The UK’s long-term commitment to wind as a primary source of power is evidenced by the 55 gigawatts (GW) of potential daily wind supply that has already been installed across the country. This compares to a typical peak power demand of just 35GW-40GW, but relying on this intermittent source poses an enormous challenge for those tasked with keeping the electricity grid in balance.

For context, during any 24-hour period the amount of power actually generated from renewables can vary between zero and around 20GW. The upper bound is akin to what 40 nuclear reactors could produce. Yet with the UK’s power consumption typically peaking first thing in the morning and again during early evening, renewable energy only becomes a reliable energy source if it can be stored effectively and released when it is needed most. 

Pumped hydro systems have dominated power storage in the UK (and elsewhere in the world) for decades.
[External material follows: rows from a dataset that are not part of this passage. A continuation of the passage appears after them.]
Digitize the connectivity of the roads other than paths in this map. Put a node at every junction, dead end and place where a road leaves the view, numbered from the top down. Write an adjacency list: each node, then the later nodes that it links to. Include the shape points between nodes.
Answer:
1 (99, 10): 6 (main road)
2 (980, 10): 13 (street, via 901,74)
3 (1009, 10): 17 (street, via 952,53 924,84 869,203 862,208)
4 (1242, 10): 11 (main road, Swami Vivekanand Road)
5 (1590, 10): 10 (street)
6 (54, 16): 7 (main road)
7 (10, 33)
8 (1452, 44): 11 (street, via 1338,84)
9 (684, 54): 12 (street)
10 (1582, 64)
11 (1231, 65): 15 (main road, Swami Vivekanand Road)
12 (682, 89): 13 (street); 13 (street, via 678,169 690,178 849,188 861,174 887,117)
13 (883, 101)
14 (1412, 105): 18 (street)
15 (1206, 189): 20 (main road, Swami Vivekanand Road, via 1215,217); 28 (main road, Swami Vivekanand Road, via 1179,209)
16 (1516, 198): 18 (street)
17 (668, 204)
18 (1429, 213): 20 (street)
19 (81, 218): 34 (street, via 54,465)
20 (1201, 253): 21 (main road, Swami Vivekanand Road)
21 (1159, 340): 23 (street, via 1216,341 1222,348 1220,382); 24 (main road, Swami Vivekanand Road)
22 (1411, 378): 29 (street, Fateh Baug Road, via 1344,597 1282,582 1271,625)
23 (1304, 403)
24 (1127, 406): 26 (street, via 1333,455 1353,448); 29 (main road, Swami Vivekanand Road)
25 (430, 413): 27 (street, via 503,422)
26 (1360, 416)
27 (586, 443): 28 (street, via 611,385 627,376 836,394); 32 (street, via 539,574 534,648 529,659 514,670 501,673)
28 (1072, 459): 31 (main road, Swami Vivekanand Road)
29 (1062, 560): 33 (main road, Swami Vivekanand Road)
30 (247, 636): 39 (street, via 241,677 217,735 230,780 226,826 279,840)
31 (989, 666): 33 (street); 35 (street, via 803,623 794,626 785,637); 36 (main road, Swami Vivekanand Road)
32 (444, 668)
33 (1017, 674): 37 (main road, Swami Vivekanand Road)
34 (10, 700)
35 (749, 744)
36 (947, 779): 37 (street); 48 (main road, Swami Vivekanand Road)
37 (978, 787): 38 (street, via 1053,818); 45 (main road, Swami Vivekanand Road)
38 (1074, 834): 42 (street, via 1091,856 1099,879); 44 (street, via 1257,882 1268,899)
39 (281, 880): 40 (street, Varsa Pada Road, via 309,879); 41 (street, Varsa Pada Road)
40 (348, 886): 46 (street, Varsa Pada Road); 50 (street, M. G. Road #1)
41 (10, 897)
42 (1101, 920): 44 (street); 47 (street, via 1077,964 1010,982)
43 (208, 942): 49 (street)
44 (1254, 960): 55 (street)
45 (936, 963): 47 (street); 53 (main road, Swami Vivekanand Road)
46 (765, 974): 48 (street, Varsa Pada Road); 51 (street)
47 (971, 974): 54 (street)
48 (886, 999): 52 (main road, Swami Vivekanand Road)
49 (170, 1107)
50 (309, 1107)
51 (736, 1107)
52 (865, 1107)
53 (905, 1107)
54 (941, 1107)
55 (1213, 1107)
They consist of two reservoirs located at different elevations and the UK has four such “water batteries”; two in Wales and two in Scotland. When power is abundant and cheap (typically when demand is low or there is a surplus of wind or solar power) the excess electricity is used to pump water from the lower reservoir up to the higher one. The water is stored until additional energy is needed on the grid. It then descends back to the lower reservoir, passing through turbines connected to generators, producing electricity as it does so. This approach has worked well for a long time but, due to planning issues, environmental challenges, high costs and excessive lead times, the UK hasn’t built a new pumped hydro facility for over 40 years.
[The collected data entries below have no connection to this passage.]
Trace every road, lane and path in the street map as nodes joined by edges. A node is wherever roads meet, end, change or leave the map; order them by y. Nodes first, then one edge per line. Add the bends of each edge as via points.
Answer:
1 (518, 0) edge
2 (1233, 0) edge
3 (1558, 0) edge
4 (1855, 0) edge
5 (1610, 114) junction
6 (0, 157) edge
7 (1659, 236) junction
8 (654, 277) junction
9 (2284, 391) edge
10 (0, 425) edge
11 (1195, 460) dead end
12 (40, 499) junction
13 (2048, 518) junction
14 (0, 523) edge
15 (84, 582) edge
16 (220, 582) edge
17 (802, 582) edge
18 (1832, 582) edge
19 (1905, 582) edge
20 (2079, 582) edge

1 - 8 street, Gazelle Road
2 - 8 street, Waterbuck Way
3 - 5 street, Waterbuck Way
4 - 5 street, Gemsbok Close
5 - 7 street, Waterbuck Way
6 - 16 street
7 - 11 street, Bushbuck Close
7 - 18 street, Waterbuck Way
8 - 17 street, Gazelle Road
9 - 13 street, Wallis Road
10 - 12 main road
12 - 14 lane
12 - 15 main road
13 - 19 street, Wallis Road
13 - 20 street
Hence the need for a new storage solution if the UK is to continue increasing its reliance on renewable energy sources, whilst also mitigating the risk of further blackouts. 

Grid-scale lithium battery storage involves the use of large batteries that hoard and release electrical energy as required. The batteries have been deployed successfully in Britain over the past five years with the core aim of making the grid more reliable and stable. Almost 5GW of total storage is available today, up from practically nothing in August 2019. Had the batteries been in operation back then, the blackout would almost certainly have been avoided. 

The battery sites vary in size and are often located on undesirable brownfield plots adjacent to electricity substations. Importantly, given a pressing need to evolve to new demand and supply trends, they can be quickly and cheaply installed (unlike new nuclear reactors). Lorry containers full of lithium packs are literally driven into the site, placed on concrete pads and plugged into the substation.  

The economics associated with the storage process make for an interesting investment proposition. The intermittency of energy supply and demand all but guarantees that power prices will vary significantly throughout the day. This allows the battery sites to consume (and store) electricity when supply is plentiful and cheap, then sell it back to the grid when demand and prices are higher. Indeed, taken to an extreme, the battery sites have been paid to remove excess energy from the grid (i.e. a negative purchase cost), but even during normal conditions the difference between the buying and selling price for a unit of electricity can be stark, creating outsized profits potential for the companies that own and operate the batteries. 

With UK policymakers’ supporting the rise of locally-sourced, clean and reliable power, the demand for these battery sites should continue to grow. We have researched a variety of ways to invest in this trend, but some of the purest plays are the listed battery storage operators including the Gresham House Battery Storage (GRID) Trust. We view the opportunity as too niche, volatile and high risk to qualify for our conservative core mandates, but we have this year initiated an exposure to the GRID investment trust in our Sustainable Growth portfolios.